All in all, the whole idea seems to be more of an academic exercise and probably not reliable enough to track down bugs. YMMV, of course.

Second attempt: watch FPU register while debugging

When the FPU encounters a NaN the status of some registers will change. In general, you should watch the MXCSR register. To do so, open from “Debug / Windows” the “Registers” window, and make sure you select “SSE” from the context menu.

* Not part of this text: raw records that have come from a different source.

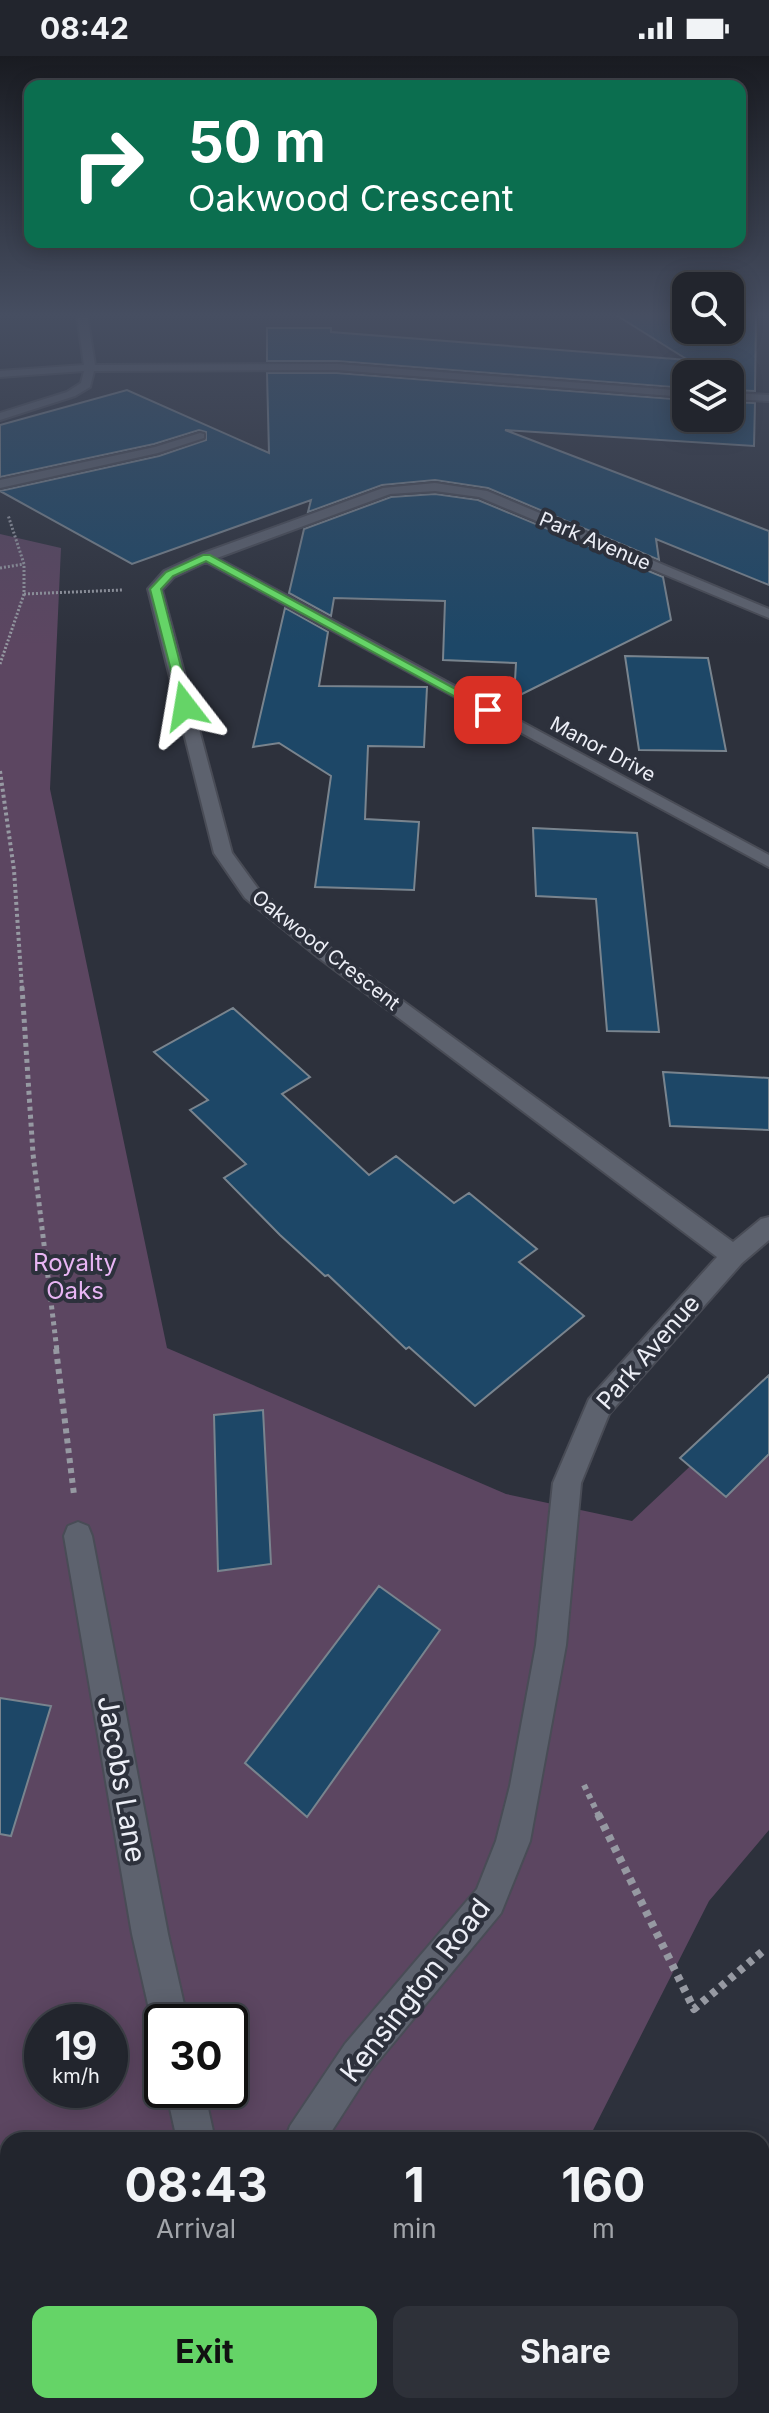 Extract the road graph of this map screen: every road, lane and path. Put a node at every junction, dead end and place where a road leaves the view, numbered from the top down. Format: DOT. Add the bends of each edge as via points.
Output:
graph roads {
  1 [pos="200,436"];
  2 [pos="0,484"];
  3 [pos="5,505"];
  4 [pos="206,557"];
  5 [pos="24,564"];
  6 [pos="0,568"];
  7 [pos="155,589"];
  8 [pos="24,594"];
  9 [pos="769,614"];
  10 [pos="0,664"];
  11 [pos="0,771"];
  12 [pos="769,862"];
  13 [pos="769,1226"];
  14 [pos="733,1256"];
  15 [pos="78,1536"];
  16 [pos="551,1645"];
  17 [pos="584,1785"];
  18 [pos="763,1951"];
  19 [pos="166,2004"];
  20 [pos="189,2108"];
  21 [pos="194,2132"];
  22 [pos="309,2132"];
  1 -- 2 [label="street"];
  3 -- 5 [label="path"];
  4 -- 7 [label="street" via="169,574"];
  4 -- 9 [label="street, Park Avenue" via="387,491 417,485 454,487 483,494"];
  4 -- 12 [label="street, Manor Drive"];
  5 -- 6 [label="path"];
  5 -- 8 [label="path"];
  7 -- 8 [label="path"];
  7 -- 14 [label="street, Oakwood Crescent" via="223,853 252,894"];
  8 -- 10 [label="path"];
  11 -- 15 [label="path" via="14,870 33,1154"];
  13 -- 14 [label="street, Park Avenue"];
  14 -- 16 [label="street, Park Avenue" via="598,1407 567,1483"];
  15 -- 19 [label="street, Jacobs Lane"];
  16 -- 22 [label="street, Kensington Road" via="513,1841 489,1901 358,2057"];
  17 -- 18 [label="path" via="694,2009"];
  20 -- 21 [label="street"];
}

When starting and hitting a breakpoint the registers window should look something like this:

XMM0 = 0000000000000000-000000008C9F9CE8 
[...]
XMM15 = 0000000000000000-0000000000000000 
MXCSR = 00001FA0 

Note the initial values of MXCSR as 0x00001FA0. Now single step the region of code you suspect contains or produces the NaN value in question and watch those to registers. When you encounter the respective statement, their values change to MXCSR 0x00001FA1.

The MXCSR register is only the place to look for .NET Core applications (32- and 64-bit) or 64-bit .NET full framework applications. When using 32-bit full .NET framework applications, the JIT compiler being used is not RyuJIT, but the legacy JIT. That one doesn’t use the SSE-instructions for floating point, but still the x87 FPU stack (see https://github.com/dotnet/roslyn/issues/7333#issuecomment-560197038), thus one would need to rather look at the STAT register (initial value 0x4020, NaN value 0x4021; select “Floating Point” from the Registers window context menu to display the register set for the x86 FPU stack).

This really does work reliably, but requires you to able to narrow down the location at least to some extend.